Does the introduction provide sufficient background and include all relevant references?

(x)

( )

( )

( )

Are all the cited references relevant to the research?

( )

( )

( )

( )

Is the research design appropriate?

(x)

( )

( )

( )

Are the methods adequately described?

( )

(x)

( )

( )

Are the results clearly presented?

( )

(x)

( )

( )

Are the conclusions supported by the results?

(x)

( )

( )

( )

Comments and Suggestions for Authors

 

GENERAL COMMENTS

Interesting an apparently scientifically robust paper, especially with respect to the less-often-investigated aspect of “resilience”. Acceptable after minor revision.

Thank you for the positive consideration and attitude.

Throughout the paper, please give values as two significant digits only, e.g., 16 plus minus 7.3 in Table 3 – or 16.2 plus minus 7.3 if you insist instead of “16.18 plus minus 7.26”.  Giving so many digits is not more precise, it is unnecessary sophistication (and, thus, bad science).

We kept decimals to one in the Tables, but not regarding significance issues, it would be too awkward.

Accordingly, percentages should be given as integers, e.g., “29% instead of “29.4% in line 210, Table 1.

We provided percentages as integers.

Please give maximal scores for each psychometric tests in the Methods section and in the tables, too.

We provided possible ranges for every psychometric test. We introduced ranges in Tables’ notes.

For all tests employed, please give links to the phrasing of the individual items.

We explicitly named all items where appropriately (Methods section).

SPECIFIC ITEMS

line 31: Please state that you used the 21-item version oft the HAMD (as stated in line 114)

Yes, we used it, but it doesn’t matter, scores don’t change, it’s only the first 17 that count. We stated that the version used was the original HAM-D-21 (Hamilton, 1960) throughout the text. Please, note that despite Max Hamilton had put 21 items in his 1960 scale, he explicitly stated that only the first 17 should count.

line 33: Please correct to “Connor-Davison Resilience Scale” (you had forgotten the “resilience”.

Thank you, we corrected.

line 35: From WHOM did MDD and BD differ significantly? Please explicitly state that the did not differ significantly from each other.

Thank you for the suggestion, we complied.

line 36: Please explicitly state that the p value refers to CD-RISC scores.

We did.

line 39: Please change “Results” to “Our results”

We changed it.

line 210, Table 1: Please use integers for percentage values (e.g., “29% instead of “29.4%

The layout of Table 1 is awkward and inhibits easy reading.

We used integers for percentages throughout Table 1. We tried to improve the layout of the Tables through acting on Table margins, but the layout used by publishers’ template has severe constraints upon us.

line 244, Table 2: Same concerns as with respect to Table 1.

We explained above. We adopted similar measures for all three tables.

Both tables: A p value cannot be ZERO. If true, state “< 0.001” (i.e., smaller than 0.001)

We agree and corrected.

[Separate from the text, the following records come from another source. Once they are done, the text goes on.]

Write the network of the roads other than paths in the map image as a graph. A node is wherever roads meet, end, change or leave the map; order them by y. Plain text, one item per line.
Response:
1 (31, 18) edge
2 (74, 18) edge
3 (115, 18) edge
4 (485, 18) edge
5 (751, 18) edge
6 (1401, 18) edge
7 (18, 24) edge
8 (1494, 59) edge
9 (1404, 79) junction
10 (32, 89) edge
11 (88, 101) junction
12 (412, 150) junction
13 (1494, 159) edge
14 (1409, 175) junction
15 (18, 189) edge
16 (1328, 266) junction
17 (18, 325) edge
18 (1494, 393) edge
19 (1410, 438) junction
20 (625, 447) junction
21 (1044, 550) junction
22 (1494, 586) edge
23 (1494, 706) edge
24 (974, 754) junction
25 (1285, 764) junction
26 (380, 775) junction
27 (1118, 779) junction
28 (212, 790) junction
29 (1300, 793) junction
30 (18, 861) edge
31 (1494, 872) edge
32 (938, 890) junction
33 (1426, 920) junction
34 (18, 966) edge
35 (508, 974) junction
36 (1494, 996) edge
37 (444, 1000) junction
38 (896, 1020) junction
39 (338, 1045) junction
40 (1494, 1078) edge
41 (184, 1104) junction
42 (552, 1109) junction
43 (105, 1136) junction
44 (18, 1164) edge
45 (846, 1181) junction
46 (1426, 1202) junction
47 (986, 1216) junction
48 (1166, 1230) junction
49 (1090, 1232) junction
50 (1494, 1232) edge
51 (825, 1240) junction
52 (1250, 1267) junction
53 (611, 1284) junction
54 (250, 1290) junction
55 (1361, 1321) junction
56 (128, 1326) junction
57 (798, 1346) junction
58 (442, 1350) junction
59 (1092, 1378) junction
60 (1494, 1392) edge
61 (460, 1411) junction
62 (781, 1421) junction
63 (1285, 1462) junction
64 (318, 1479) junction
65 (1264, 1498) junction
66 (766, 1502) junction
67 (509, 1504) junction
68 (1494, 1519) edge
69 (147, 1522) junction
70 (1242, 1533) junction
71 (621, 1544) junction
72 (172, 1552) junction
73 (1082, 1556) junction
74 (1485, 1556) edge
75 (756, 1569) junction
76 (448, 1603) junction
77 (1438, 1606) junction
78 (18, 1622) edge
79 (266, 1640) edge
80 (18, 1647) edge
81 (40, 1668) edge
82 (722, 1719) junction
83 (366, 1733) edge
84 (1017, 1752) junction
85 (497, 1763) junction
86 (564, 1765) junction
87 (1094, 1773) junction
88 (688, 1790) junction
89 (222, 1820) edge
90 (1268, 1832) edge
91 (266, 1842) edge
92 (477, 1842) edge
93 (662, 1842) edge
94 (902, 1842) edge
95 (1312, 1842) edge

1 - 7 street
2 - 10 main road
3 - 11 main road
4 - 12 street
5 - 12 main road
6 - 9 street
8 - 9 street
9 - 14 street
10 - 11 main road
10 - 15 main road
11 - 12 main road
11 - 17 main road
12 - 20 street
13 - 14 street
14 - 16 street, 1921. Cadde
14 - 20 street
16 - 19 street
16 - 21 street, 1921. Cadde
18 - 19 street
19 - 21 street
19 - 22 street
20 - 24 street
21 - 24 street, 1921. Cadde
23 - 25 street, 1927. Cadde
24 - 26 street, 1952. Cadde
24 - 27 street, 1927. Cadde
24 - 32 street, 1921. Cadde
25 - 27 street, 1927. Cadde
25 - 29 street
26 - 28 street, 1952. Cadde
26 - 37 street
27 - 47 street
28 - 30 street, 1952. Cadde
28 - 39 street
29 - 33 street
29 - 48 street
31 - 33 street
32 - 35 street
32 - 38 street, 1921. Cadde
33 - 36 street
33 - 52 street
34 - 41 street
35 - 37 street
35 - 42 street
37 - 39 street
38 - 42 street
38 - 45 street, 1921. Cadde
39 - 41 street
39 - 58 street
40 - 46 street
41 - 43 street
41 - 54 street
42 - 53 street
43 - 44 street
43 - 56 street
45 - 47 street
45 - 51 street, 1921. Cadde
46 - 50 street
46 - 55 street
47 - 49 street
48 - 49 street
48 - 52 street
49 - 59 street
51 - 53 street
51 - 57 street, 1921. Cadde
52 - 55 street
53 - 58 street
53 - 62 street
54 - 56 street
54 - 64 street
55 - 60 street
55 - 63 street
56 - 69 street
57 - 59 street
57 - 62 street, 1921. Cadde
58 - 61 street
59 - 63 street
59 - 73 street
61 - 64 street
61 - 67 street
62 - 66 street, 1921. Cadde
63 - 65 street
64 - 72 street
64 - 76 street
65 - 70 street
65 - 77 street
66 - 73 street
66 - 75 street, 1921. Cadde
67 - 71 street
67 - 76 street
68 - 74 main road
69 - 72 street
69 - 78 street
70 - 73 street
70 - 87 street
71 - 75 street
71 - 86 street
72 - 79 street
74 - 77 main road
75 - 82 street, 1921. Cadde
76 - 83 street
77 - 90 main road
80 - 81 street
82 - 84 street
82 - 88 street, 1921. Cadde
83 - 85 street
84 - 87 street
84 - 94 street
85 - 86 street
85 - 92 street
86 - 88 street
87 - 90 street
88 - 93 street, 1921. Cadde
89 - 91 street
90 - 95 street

Unfortunately, there is a trend in international publishing to disregard this.

line 268, Table 3: Same concerns as with respect to Table 1.

We responded above. We addressed your concerns for all tables. Thank you for the precious suggestions that helped us improving our manuscript. Please find changes from the preceding version in red-coloured characters.

 

Comments on the Quality of English Language

Make sure you use articles throughout and take care to spell out which parameters exactly are compared with each other and which parameters exactly are significantly different (or not) from each other.

We took care to use articles when needed and spelt out the measures we were comparing, as well as their statistical significance. Thank you for useful suggestions that helped us to improve our manuscript.

Submission Date                      30 March 2023

Date of this review                    05 May 2023 10:23:46

Author Response File: Author Response.pdf

Round 2

Reviewer 1 Report

N/A

N/A

Round 3

Reviewer 1 Report

Dear authors, 

Thank you for addressing our main concerns.